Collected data
◆ ◆ ◆ ◆

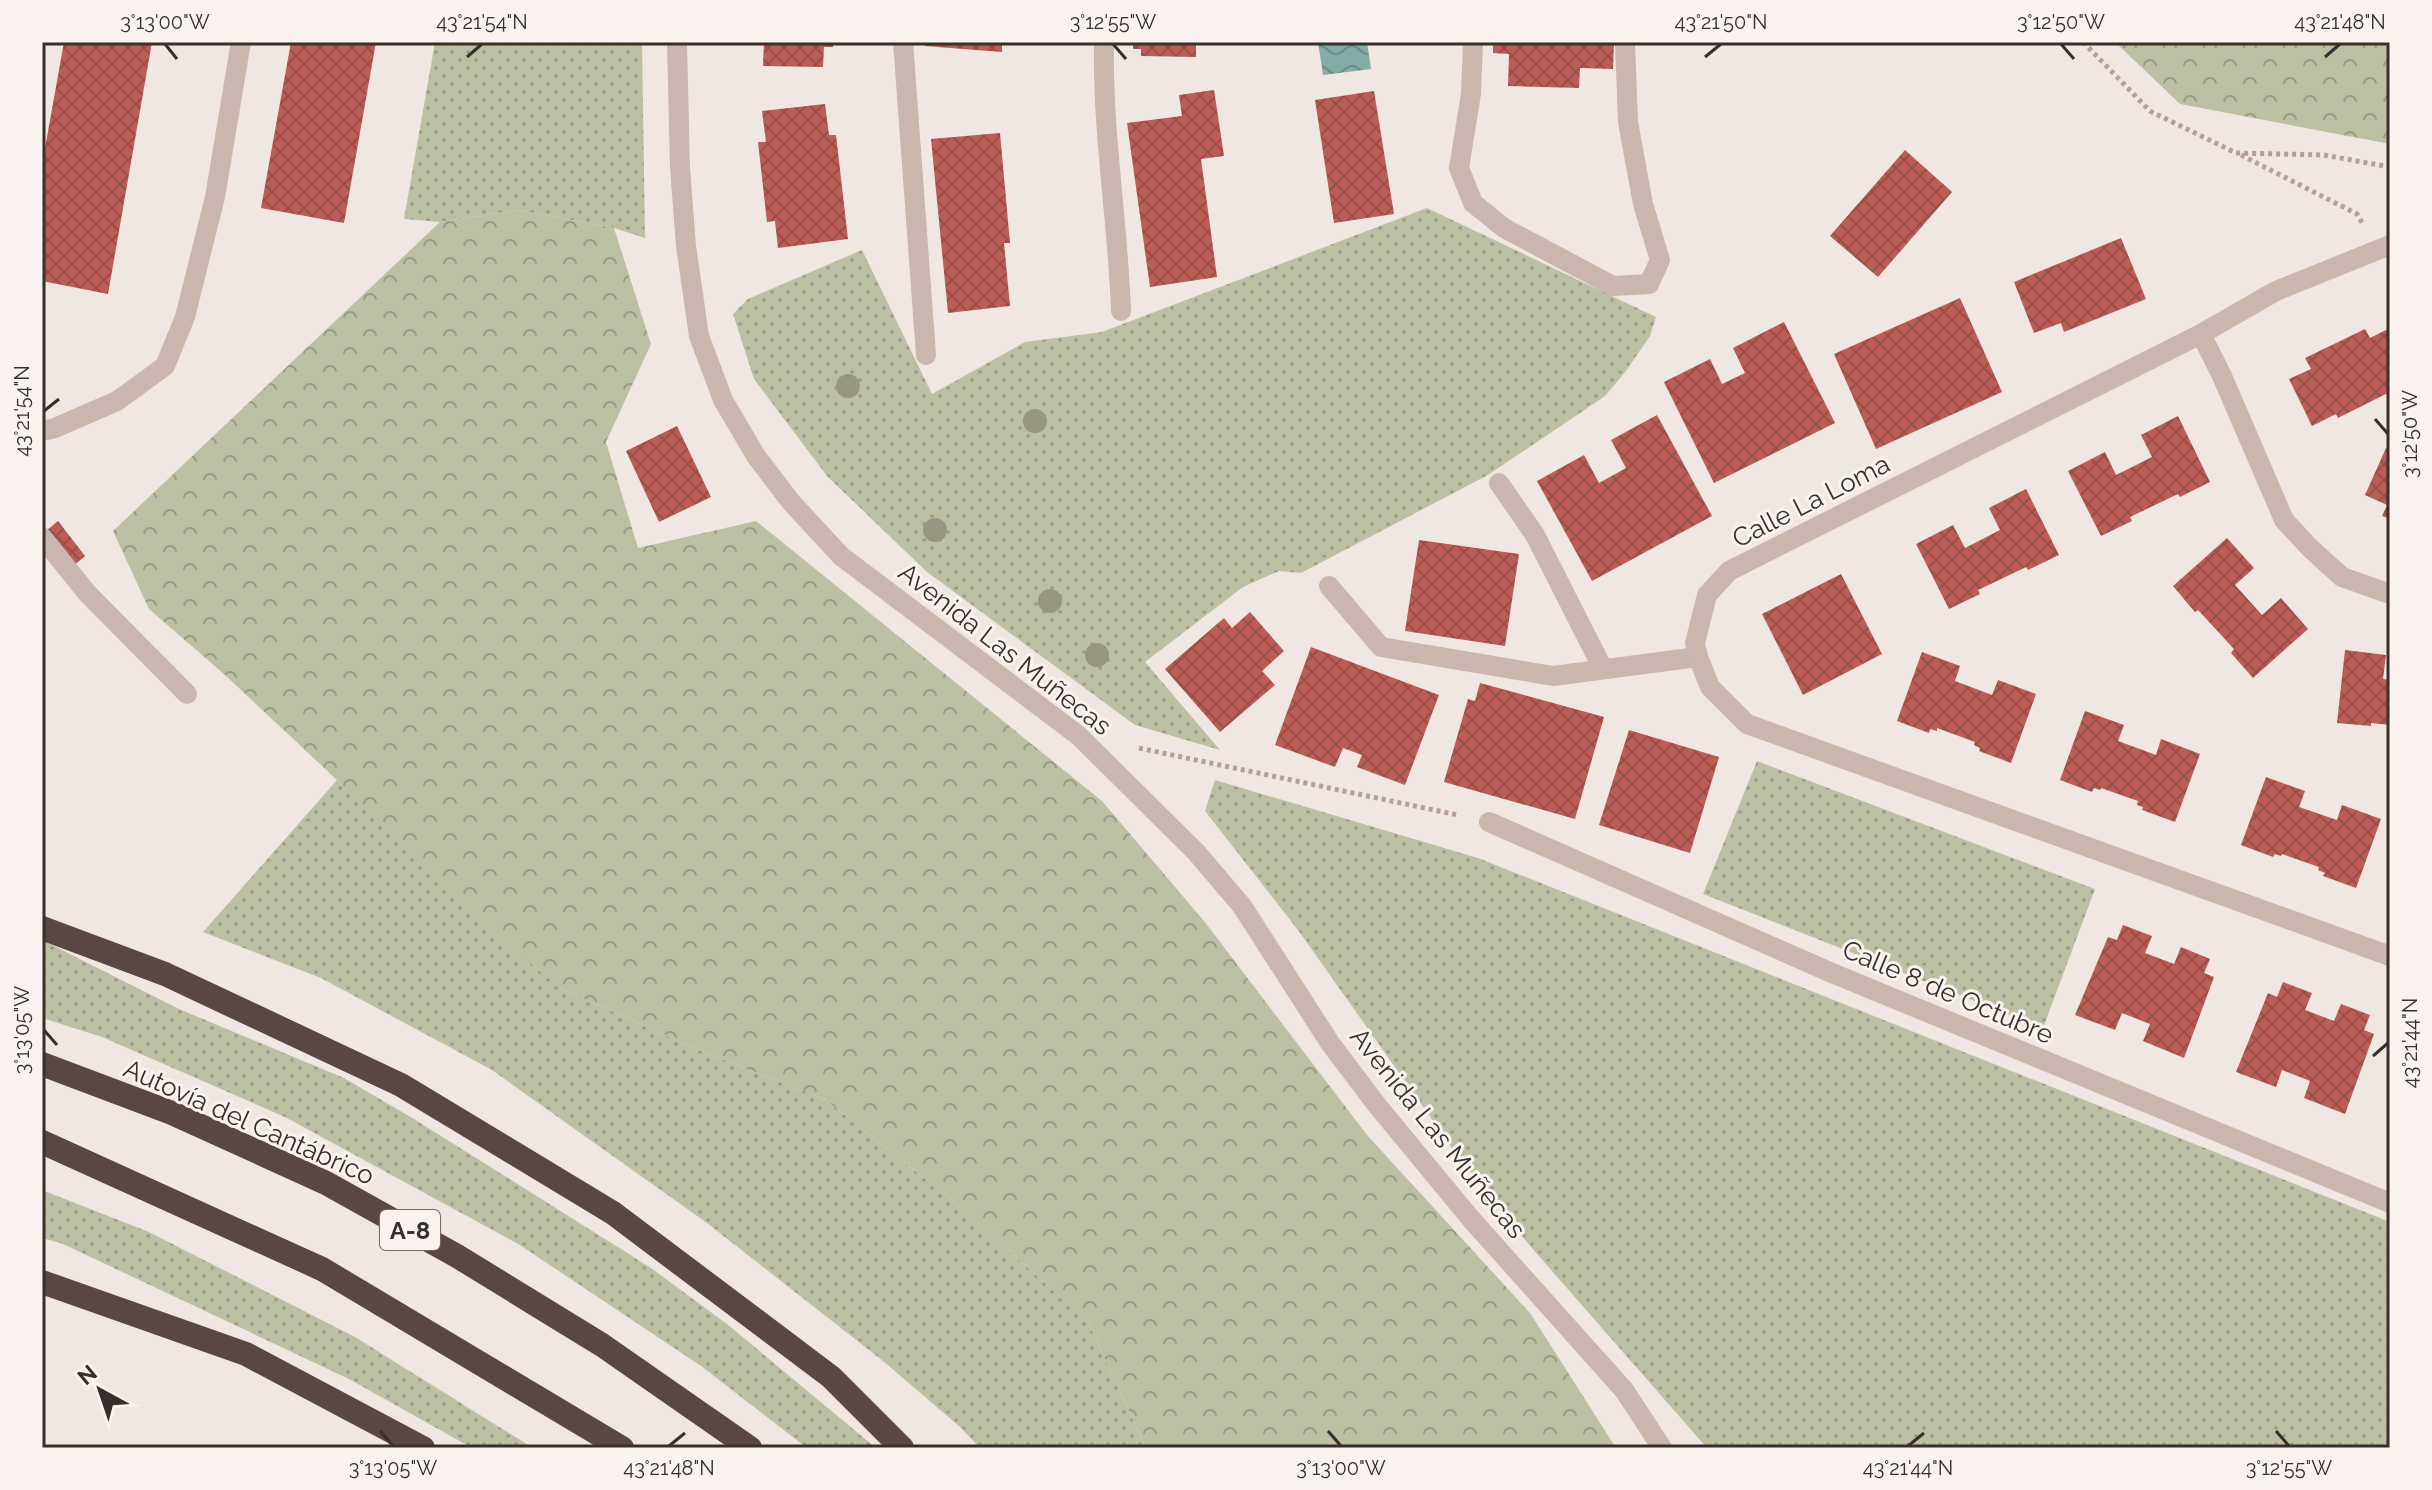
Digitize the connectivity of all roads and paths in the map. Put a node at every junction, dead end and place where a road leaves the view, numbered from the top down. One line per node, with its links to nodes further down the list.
1 (241, 42): 14 (street)
2 (677, 42): 22 (street, Avenida Las Muñecas)
3 (903, 42): 13 (street)
4 (1104, 42): 11 (street)
5 (1473, 42): 6 (street)
6 (1625, 42)
7 (2083, 42): 8 (path)
8 (2236, 153): 9 (path); 10 (path)
9 (2390, 167)
10 (2384, 246): 12 (street, Calle La Loma)
11 (1121, 311)
12 (2201, 334): 18 (street); 19 (street, Calle La Loma)
13 (926, 355)
14 (42, 431)
15 (1499, 483): 20 (street)
16 (42, 537): 21 (street)
17 (1329, 586): 20 (street)
18 (2390, 594)
19 (1698, 657): 20 (street); 25 (street)
20 (1603, 669)
21 (187, 694)
22 (1079, 736): 23 (path); 34 (street, Avenida Las Muñecas)
23 (1489, 822): 28 (street, Calle 8 de Octubre)
24 (42, 928): 33 (highway)
25 (2390, 956)
26 (42, 1064): 32 (highway, Autovía del Cantábrico / A-8)
27 (42, 1142): 31 (highway)
28 (2390, 1203)
29 (42, 1282): 30 (highway)
30 (423, 1448)
31 (622, 1448)
32 (750, 1448)
33 (902, 1448)
34 (1662, 1448)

◆ ◆ ◆ ◆

Directions:
Retype every record above word for word, leaving out any pictures.

Written response:
Digitize the connectivity of all roads and paths in the map. Put a node at every junction, dead end and place where a road leaves the view, numbered from the top down. One line per node, with its links to nodes further down the list.
1 (241, 42): 14 (street)
2 (677, 42): 22 (street, Avenida Las Muñecas)
3 (903, 42): 13 (street)
4 (1104, 42): 11 (street)
5 (1473, 42): 6 (street)
6 (1625, 42)
7 (2083, 42): 8 (path)
8 (2236, 153): 9 (path); 10 (path)
9 (2390, 167)
10 (2384, 246): 12 (street, Calle La Loma)
11 (1121, 311)
12 (2201, 334): 18 (street); 19 (street, Calle La Loma)
13 (926, 355)
14 (42, 431)
15 (1499, 483): 20 (street)
16 (42, 537): 21 (street)
17 (1329, 586): 20 (street)
18 (2390, 594)
19 (1698, 657): 20 (street); 25 (street)
20 (1603, 669)
21 (187, 694)
22 (1079, 736): 23 (path); 34 (street, Avenida Las Muñecas)
23 (1489, 822): 28 (street, Calle 8 de Octubre)
24 (42, 928): 33 (highway)
25 (2390, 956)
26 (42, 1064): 32 (highway, Autovía del Cantábrico / A-8)
27 (42, 1142): 31 (highway)
28 (2390, 1203)
29 (42, 1282): 30 (highway)
30 (423, 1448)
31 (622, 1448)
32 (750, 1448)
33 (902, 1448)
34 (1662, 1448)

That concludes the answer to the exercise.